## Exercise brief
Below are records that contain pictures; transcribe the text exactly and omit the pictures.

(Source data)

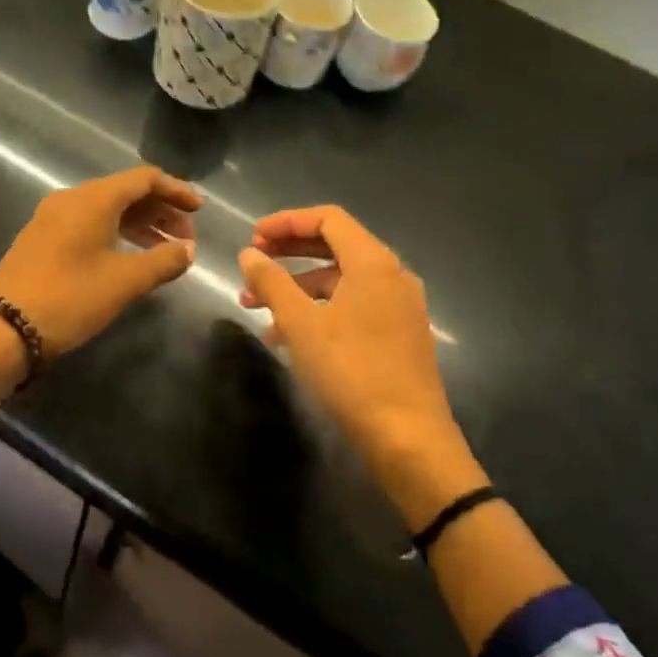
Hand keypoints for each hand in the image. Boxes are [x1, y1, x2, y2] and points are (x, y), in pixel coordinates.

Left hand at [0, 166, 202, 356]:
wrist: (2, 329)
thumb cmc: (70, 298)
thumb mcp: (124, 282)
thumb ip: (163, 261)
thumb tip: (187, 250)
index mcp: (93, 199)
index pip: (144, 179)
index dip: (176, 191)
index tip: (199, 211)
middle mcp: (71, 199)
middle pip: (125, 192)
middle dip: (160, 211)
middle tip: (186, 239)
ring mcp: (52, 218)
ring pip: (106, 209)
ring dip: (139, 224)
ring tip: (164, 250)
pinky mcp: (42, 239)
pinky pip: (88, 224)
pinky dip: (116, 233)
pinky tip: (129, 257)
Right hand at [239, 206, 483, 527]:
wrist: (408, 438)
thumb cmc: (351, 371)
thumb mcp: (300, 324)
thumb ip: (272, 282)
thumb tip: (249, 254)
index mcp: (374, 262)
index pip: (328, 219)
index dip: (286, 222)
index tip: (252, 237)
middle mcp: (392, 276)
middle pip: (334, 247)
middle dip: (288, 253)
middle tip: (252, 263)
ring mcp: (399, 307)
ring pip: (340, 281)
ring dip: (297, 287)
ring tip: (256, 307)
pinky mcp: (399, 335)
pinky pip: (352, 307)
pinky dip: (318, 310)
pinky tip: (286, 337)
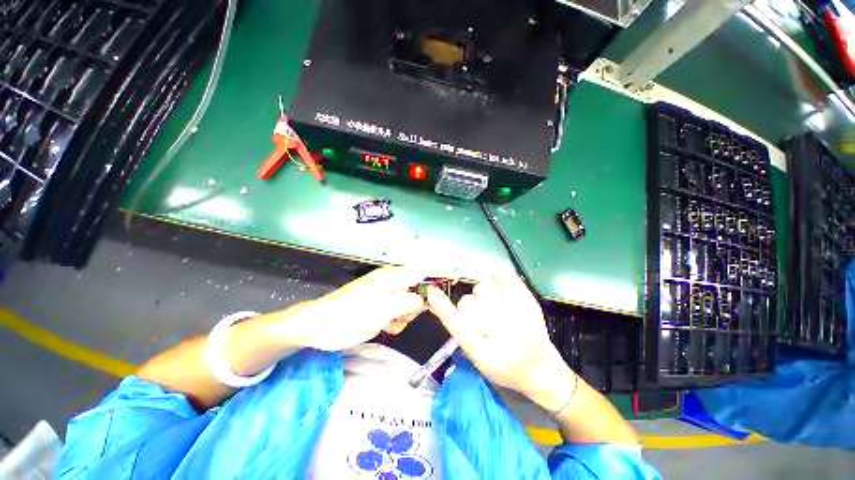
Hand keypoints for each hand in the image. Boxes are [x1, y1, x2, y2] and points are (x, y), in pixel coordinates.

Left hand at [274, 266, 427, 350]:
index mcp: (392, 278)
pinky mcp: (376, 301)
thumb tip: (424, 299)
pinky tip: (385, 326)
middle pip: (416, 287)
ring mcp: (382, 290)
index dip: (440, 272)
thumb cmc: (349, 318)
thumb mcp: (383, 312)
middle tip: (404, 319)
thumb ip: (408, 303)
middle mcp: (389, 280)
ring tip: (390, 325)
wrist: (316, 325)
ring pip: (406, 300)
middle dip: (416, 304)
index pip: (423, 269)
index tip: (454, 277)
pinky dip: (395, 317)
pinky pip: (395, 307)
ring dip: (404, 314)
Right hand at [427, 275, 575, 412]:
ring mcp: (521, 314)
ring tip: (494, 309)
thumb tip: (439, 304)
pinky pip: (504, 277)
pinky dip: (499, 283)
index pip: (459, 326)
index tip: (432, 292)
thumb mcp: (477, 359)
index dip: (443, 308)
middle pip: (468, 302)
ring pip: (483, 287)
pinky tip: (503, 296)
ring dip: (483, 296)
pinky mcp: (530, 300)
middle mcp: (505, 332)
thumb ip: (458, 331)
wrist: (542, 369)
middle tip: (482, 321)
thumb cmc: (506, 368)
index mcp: (488, 353)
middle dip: (469, 310)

(End Source data)

## Exercise response
Hand keypoints for each hand in the image. Boxes are [x1, y1, x2, y2] and points are (x, y), in pixel coordinates.

Left hand at [0, 166, 202, 356]:
wrist: (2, 329)
thumb cmc: (70, 298)
thumb mcp: (124, 282)
thumb ip: (163, 261)
thumb tip: (187, 250)
index mcp: (93, 199)
index pip: (144, 179)
index dip: (176, 191)
index tip: (199, 211)
middle mcp: (71, 199)
middle pip: (125, 192)
middle dip: (160, 211)
middle tip: (186, 239)
ring mcp: (52, 218)
ring pip: (106, 209)
ring dip: (139, 224)
ring tip: (164, 250)
pinky mcp: (42, 239)
pinky pip: (88, 224)
pinky dip: (116, 233)
pinky tip: (129, 257)
Right hand at [239, 206, 483, 527]:
wrist: (408, 438)
thumb cmc: (351, 371)
thumb mcp: (300, 324)
thumb ip: (272, 282)
thumb tip: (249, 254)
index mcp: (374, 262)
index pip: (328, 219)
index dip: (286, 222)
index tip: (252, 237)
middle mcp: (392, 276)
middle pip: (334, 247)
middle dip: (288, 253)
middle tip: (252, 263)
ring mcp: (399, 307)
ring pip: (340, 281)
ring dip: (297, 287)
ring tip: (256, 307)
pinky mcp: (399, 335)
pinky pip: (352, 307)
pinky dip: (318, 310)
pinky tip: (286, 337)
Hand keypoints for each hand in the image. Boxes are [x1, y1, x2, y2] and points are (x, y), in pixel coordinates.

Left hand at [274, 266, 427, 350]:
index mcp: (392, 278)
pinky mcp: (376, 301)
thumb tip: (424, 299)
pinky tip: (385, 326)
middle pip: (416, 287)
ring mcp: (382, 290)
index dip: (440, 272)
thumb cmc: (349, 318)
thumb mcp: (383, 312)
middle tip: (404, 319)
thumb ip: (408, 303)
middle mcp: (389, 280)
ring tip: (390, 325)
wrist: (316, 325)
ring pip: (406, 300)
middle dip: (416, 304)
index pip: (423, 269)
index tip: (454, 277)
pinky dip: (395, 317)
pinky pip: (395, 307)
ring dip: (404, 314)
Right hand at [427, 275, 575, 412]:
ring mcp: (521, 314)
ring tip: (494, 309)
thumb tip: (439, 304)
pinky pip: (504, 277)
pinky dip: (499, 283)
index pip: (459, 326)
index tip: (432, 292)
thumb mcp: (477, 359)
index dip: (443, 308)
middle pip: (468, 302)
ring pip: (483, 287)
pinky tip: (503, 296)
ring dip: (483, 296)
pinky mcp: (530, 300)
middle mcp: (505, 332)
thumb ip: (458, 331)
wrist: (542, 369)
middle tip: (482, 321)
thumb cmc: (506, 368)
index mcp: (488, 353)
middle dip: (469, 310)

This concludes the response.